Australian medical research institute

Children's Cancer Institute is an Australian medical research institute wholly dedicated to the prevention and treatment of childhood cancer. Established in 1976, the Institute is affililiated with both the University of New South Wales and Sydney Children's Hospital and is located in , Sydney, New South Wales.

The Institute has been led by Professor Michelle Haber since its establishment.

== History ==

In 1975, Jack Kasses and John Lough met in the waiting room of Sydney Children's Hospital where their daughter and son respectively were undergoing treatment for leukaemia. Lough approached the Apex Club in Wollongong to raise money for cancer research. They started the "Help a Kid Make It" campaign – with a target of $1 million to facilitate research into childhood cancer.

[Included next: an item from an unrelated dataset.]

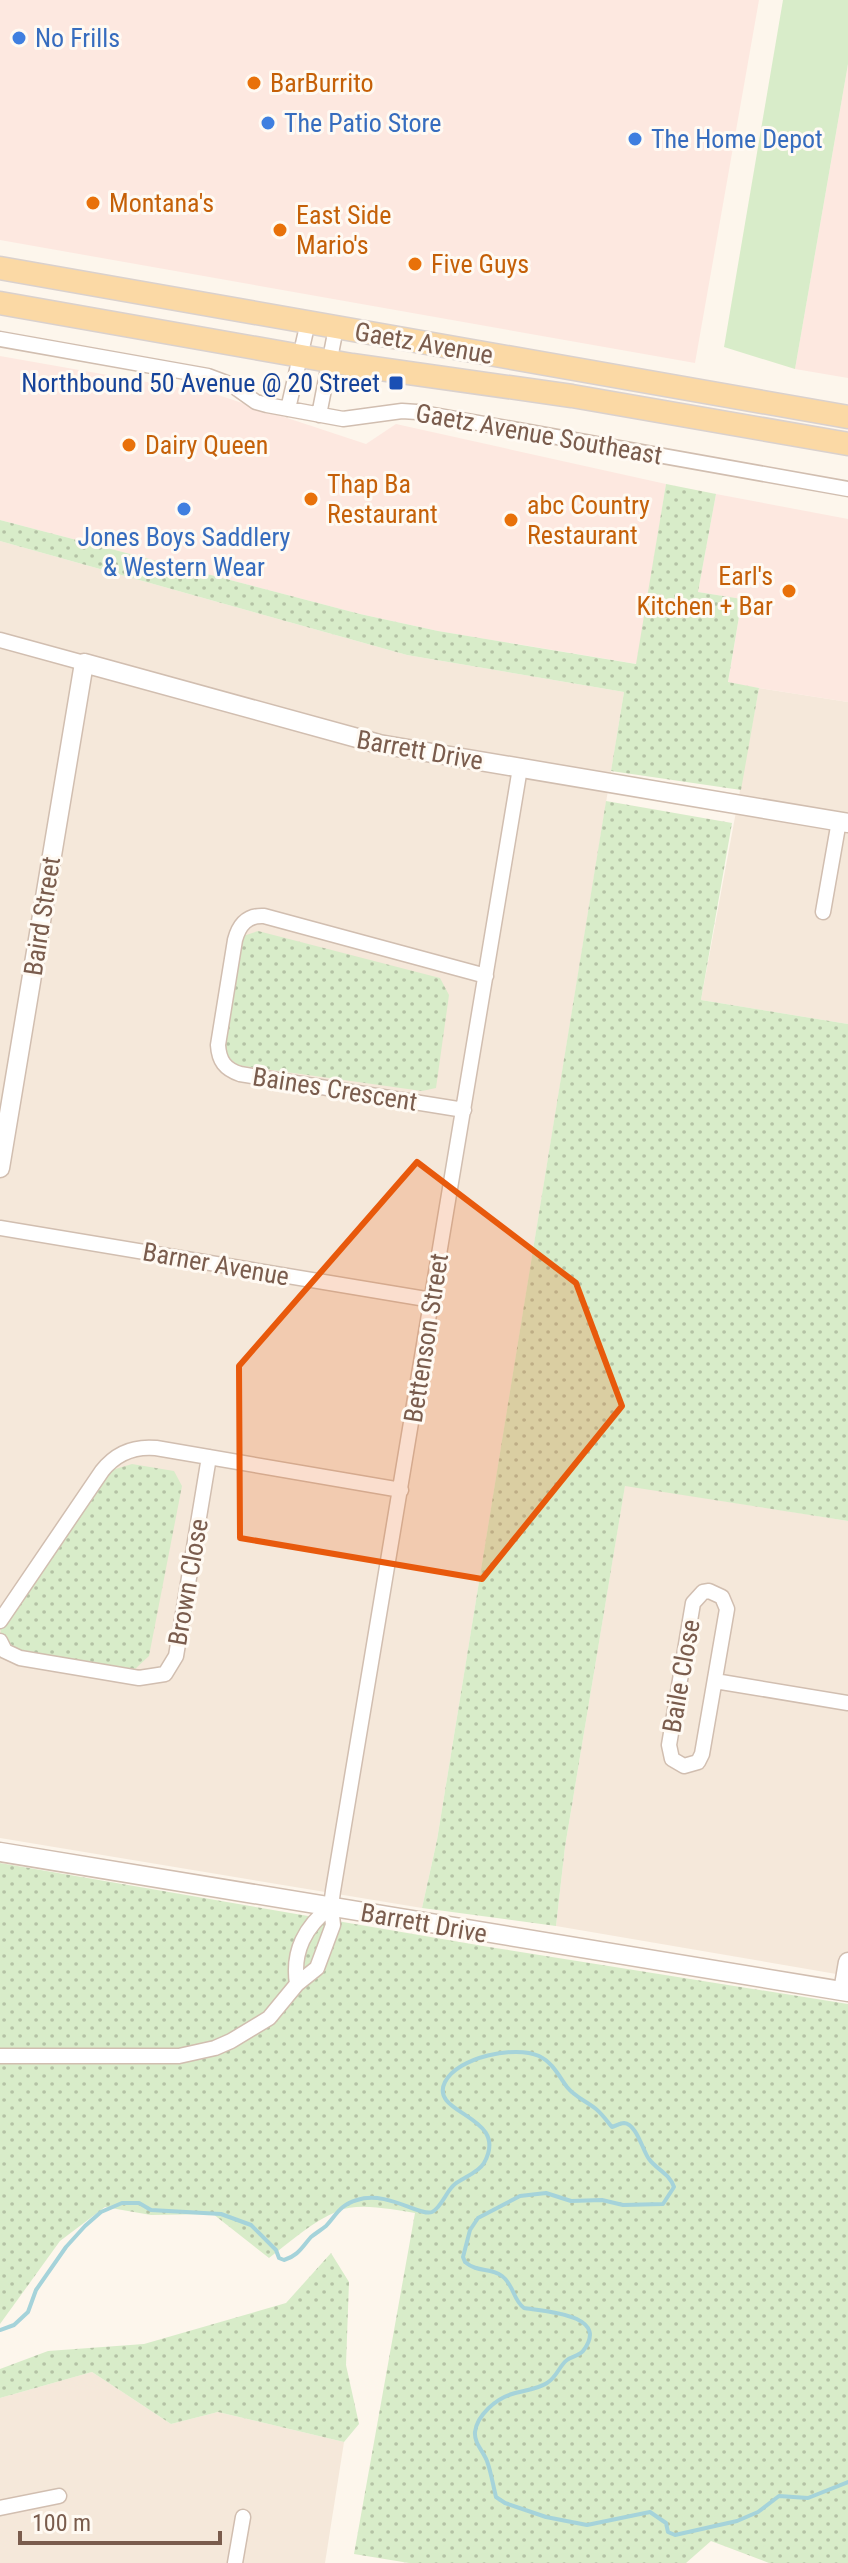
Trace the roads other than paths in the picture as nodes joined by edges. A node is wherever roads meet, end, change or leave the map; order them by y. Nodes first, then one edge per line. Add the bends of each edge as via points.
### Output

The Children's Leukaemia and Cancer Foundation was established in May 1976. The foundation evolved into Children's Cancer Institute, which opened its own research laboratories in 1984. The first scientists to join the Institute were Haber, who is now the Executive Director, Murray Norris , now the Deputy Director, and Maria Kavallaris, now Program Head, Tumour Biology & Targeting.

== Research focus ==
The Institute is grouped into four main research units focused on the prevention and treatment of childhood cancer and include understanding childhood cancer, improving diagnosis, finding better treatments, and improving life after cancer.

== Achievements ==
- Launched Zero Childhood Cancer program for the most serious cases of infant, childhood and adolescent cancer
- Researchers showed a recently developed drug to have potential against an aggressive subtype of acute lymphoblastic leukaemia
- Scientists identified a critical molecular 'feedback loop' that helps initiate and drive neuroblastoma, and an experimental drug with the potential to interrupt the loop and halt tumour progression
- Opened a new international clinical trial for aggressive relapsed neuroblastoma
- A novel test developed that doubled the survival rate from 35 per cent to 70 per cent for high-risk acute lymphoblastic leukaemia

== Fundraising initiatives ==
The Institute undertakes a range of fundraising initiatives including 'Build for a Cure', where a newly-constructed and fully furnished home in was sold at auction in 2014 for AUD783,000. Scott Cam was an ambassador for the initiative.

The Institute is also the beneficiary of many events held annually throughout Australia.